This document outlines the methods used to assign environmental exposures for my masters research project. It draws on many data sources to assign exposures to any unique latitude, longitude, date and time in California. The exposures to be assigned by this code are as follows:

  • Weather
    • Temperature
    • Precipitation
    • Humidity
    • Wind speed and direction
  • Air Quality
    • Pollen
    • Particulate Matter (2.5 and 10)
    • Ozone
    • (Nitrogen dioxide?)
    • Aggregate Air Quality Index
  • Traffic-related air pollution
    • Proximity to nearest highway
    • Proximity to nearest primary or secondary road
    • (Other metric that includes traffic counts?)
  • Pesticides
    • Total pounds of pesticides applied within a given buffer from the inhaler actuation.
  • (Crime)
  • (NDVI)
  • (Tree cover)
  • (Surface temperature)

1.1 Creating a sample point

The following code creates a sample inhaler actuation, including the location and time.

# set lat and long for test point
longitude <- -121.7482695
latitude <- 38.6742656

# set sample date and time of inhaler use
date_inhaler <- as.Date("2012/05/07")
time <- "T12:00:00"

And here is a map of the sample point.

Now we can set some of the other variables used throughout this code.

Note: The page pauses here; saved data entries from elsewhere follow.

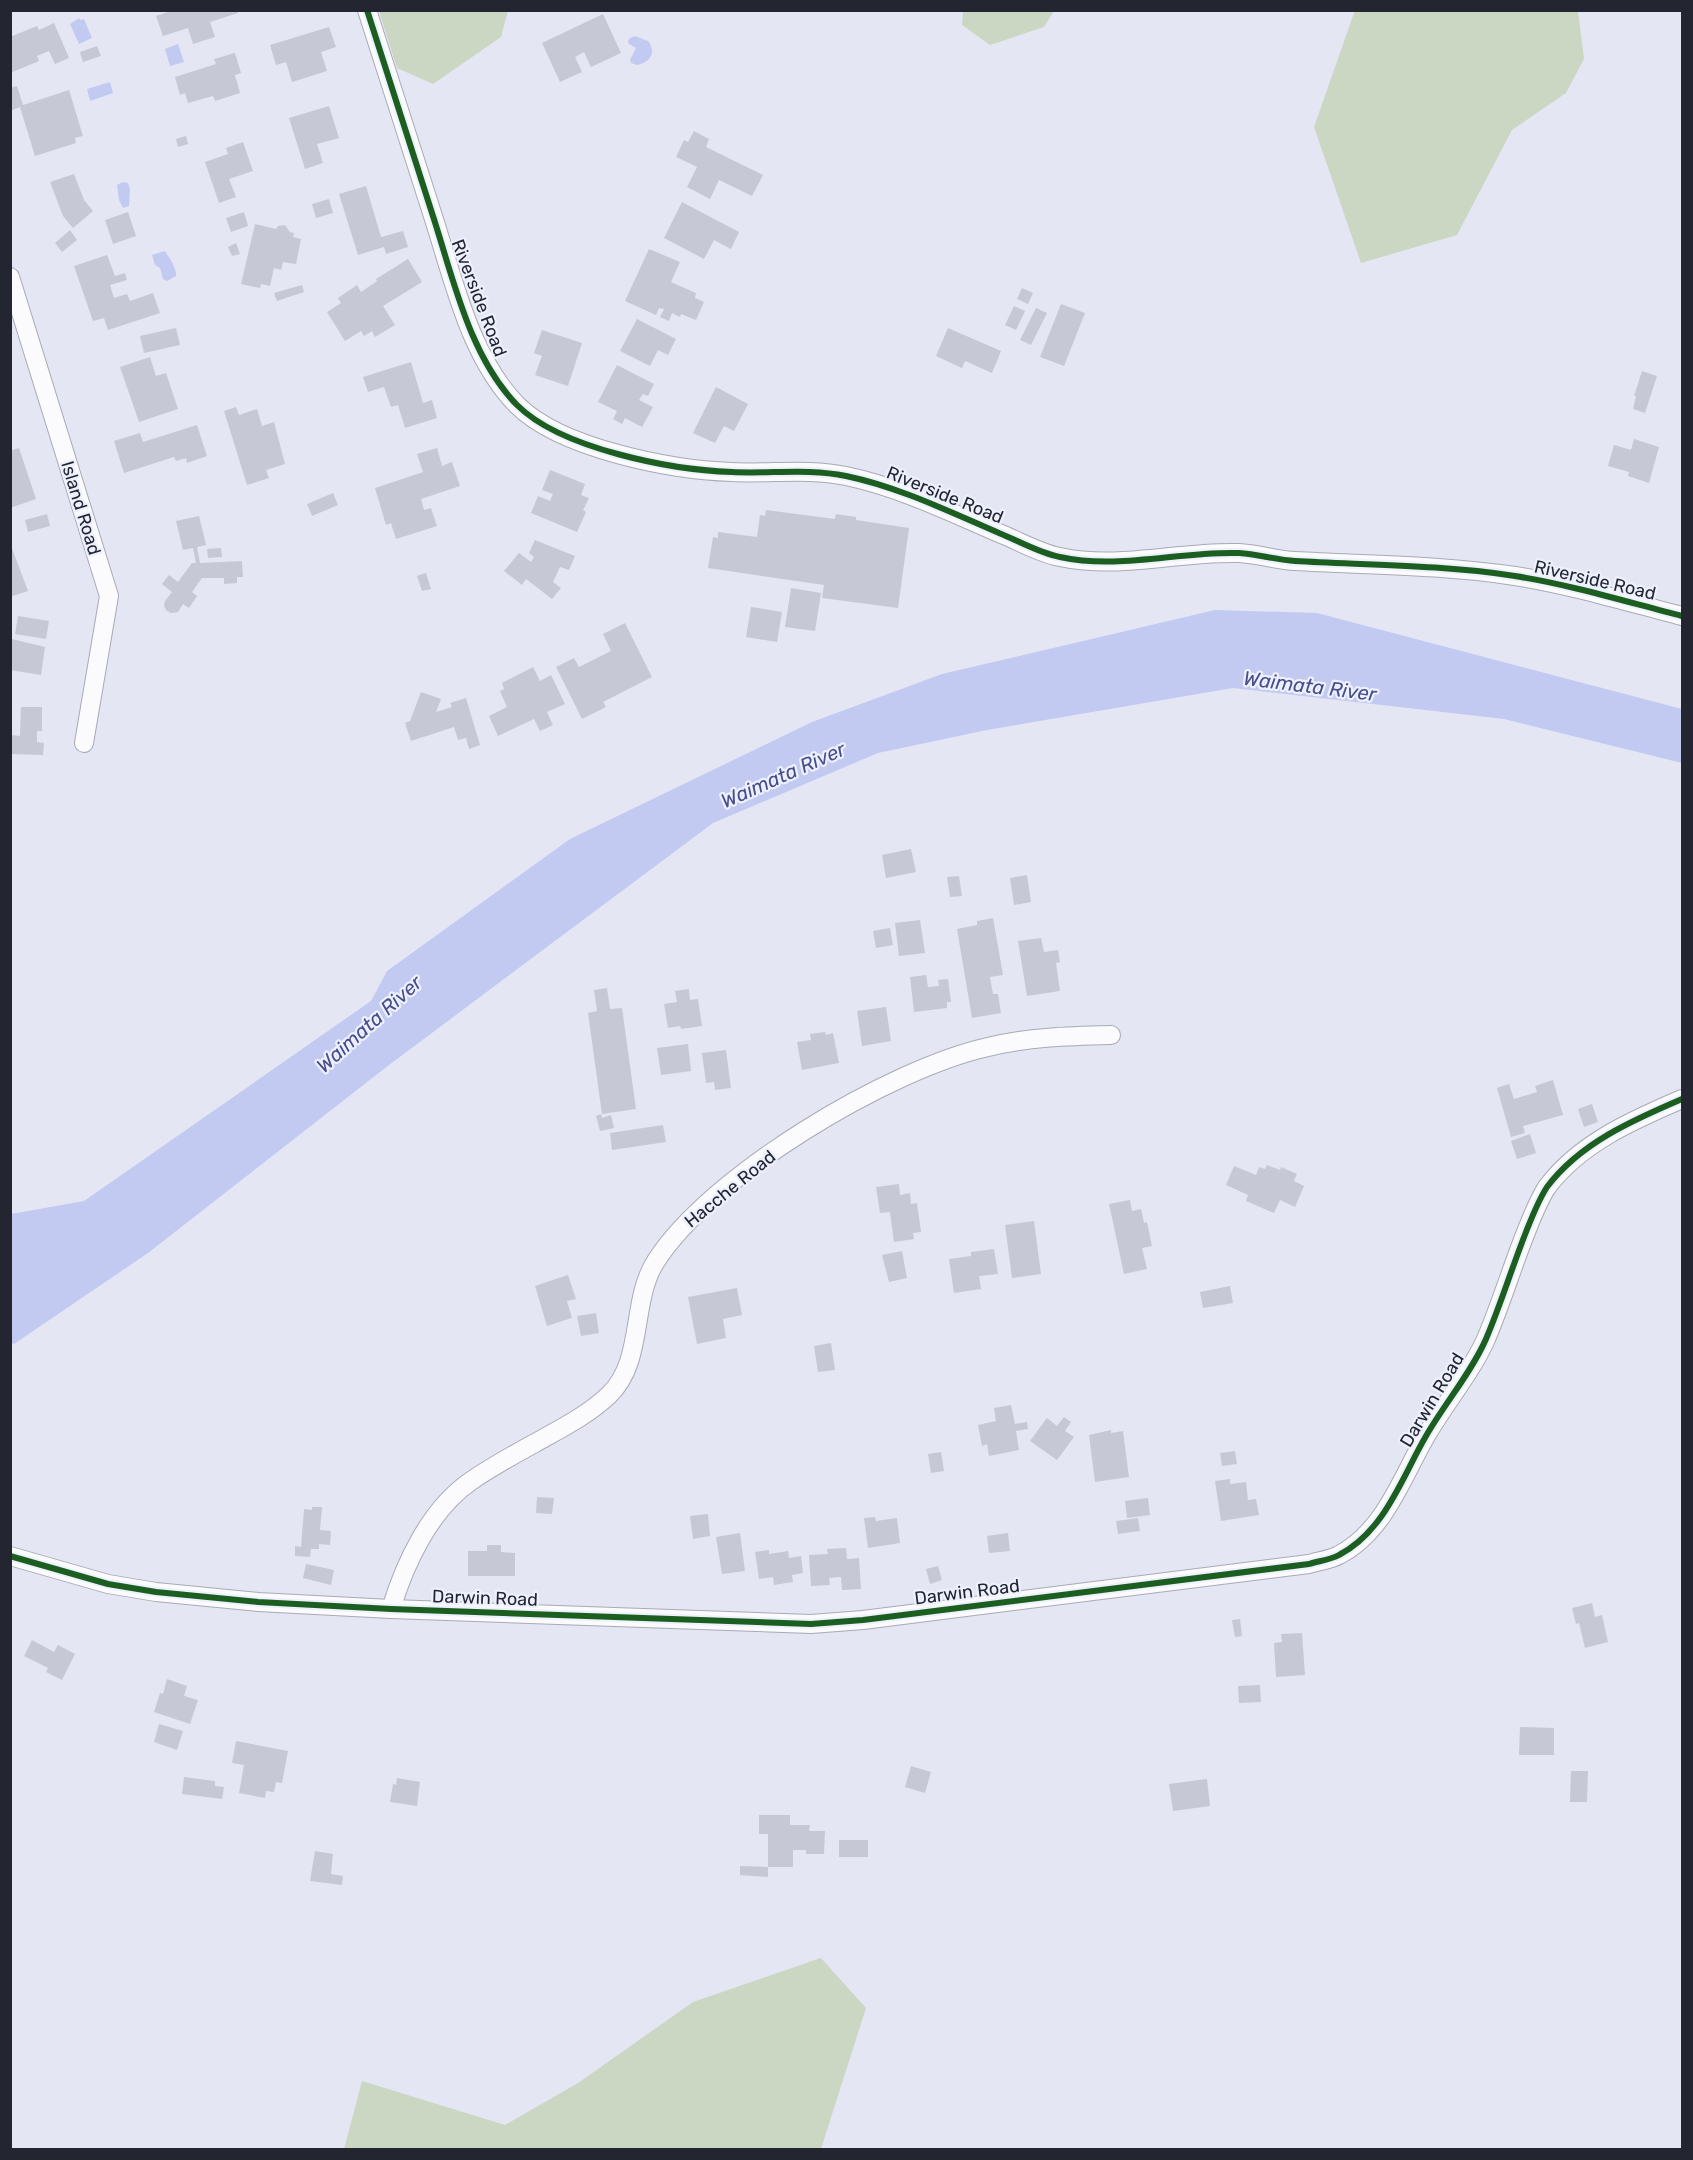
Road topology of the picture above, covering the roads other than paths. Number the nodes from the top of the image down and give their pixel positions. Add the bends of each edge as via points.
1 (367, 10) edge
2 (10, 277) edge
3 (1683, 616) edge
4 (84, 743) dead end
5 (1111, 1035) dead end
6 (1683, 1100) edge
7 (10, 1556) edge
8 (391, 1609) junction

1 - 3 street, Riverside Road via 454,283 485,364 520,408 571,438 672,467 843,475 922,501 1057,557 1112,562 1243,553 1275,560 1461,571 1526,579
2 - 4 street, Island Road via 109,596
5 - 8 street, Hacche Road via 1017,1041 933,1063 856,1101 755,1165 686,1223 654,1263 645,1285 632,1353 611,1393 592,1409 494,1466 454,1495 419,1543
6 - 8 street, Darwin Road via 1593,1143 1562,1169 1546,1189 1528,1225 1485,1340 1379,1519 1338,1556 1309,1564 811,1624
7 - 8 street, Darwin Road via 108,1584 156,1592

# set buffer for pesticide (in meters)
pesticide.buffer <- 5000

# set buffer for motorways (in meters)
motorway.buffer <- 1000

# set air sampling buffer for AirNow Query (in meters)
air.quality.buffer <- 50000

# set number of days before inhaler use to look for pesticide applications
days_before <- 3

2 Weather

This first section takes the sample point and determines the weather at that time and location. I use the Forecast.io API to find hourly and daily averages of weather data. The Forecast.io API relies on many data sources, and the primary source for weather in California appears to be the USA NOAA’s Integrated Surface Database (ISD). More information on the quality control of ISD data can be found here. For this sample point, the following data sources were used by Forecast.io:

weather$flags
## $sources
## [1] "isd"
## 
## $`isd-stations`
## [1] "720576-99999" "724830-23232" "724836-23208" "724839-93225"
## [5] "999999-23271"
## 
## $units
## [1] "us"

2.1 Wind speed and direction

This graph shows the hourly temperature, humidity and precipitation and wind speed on: May 07, 2012 at the location shown in the map above.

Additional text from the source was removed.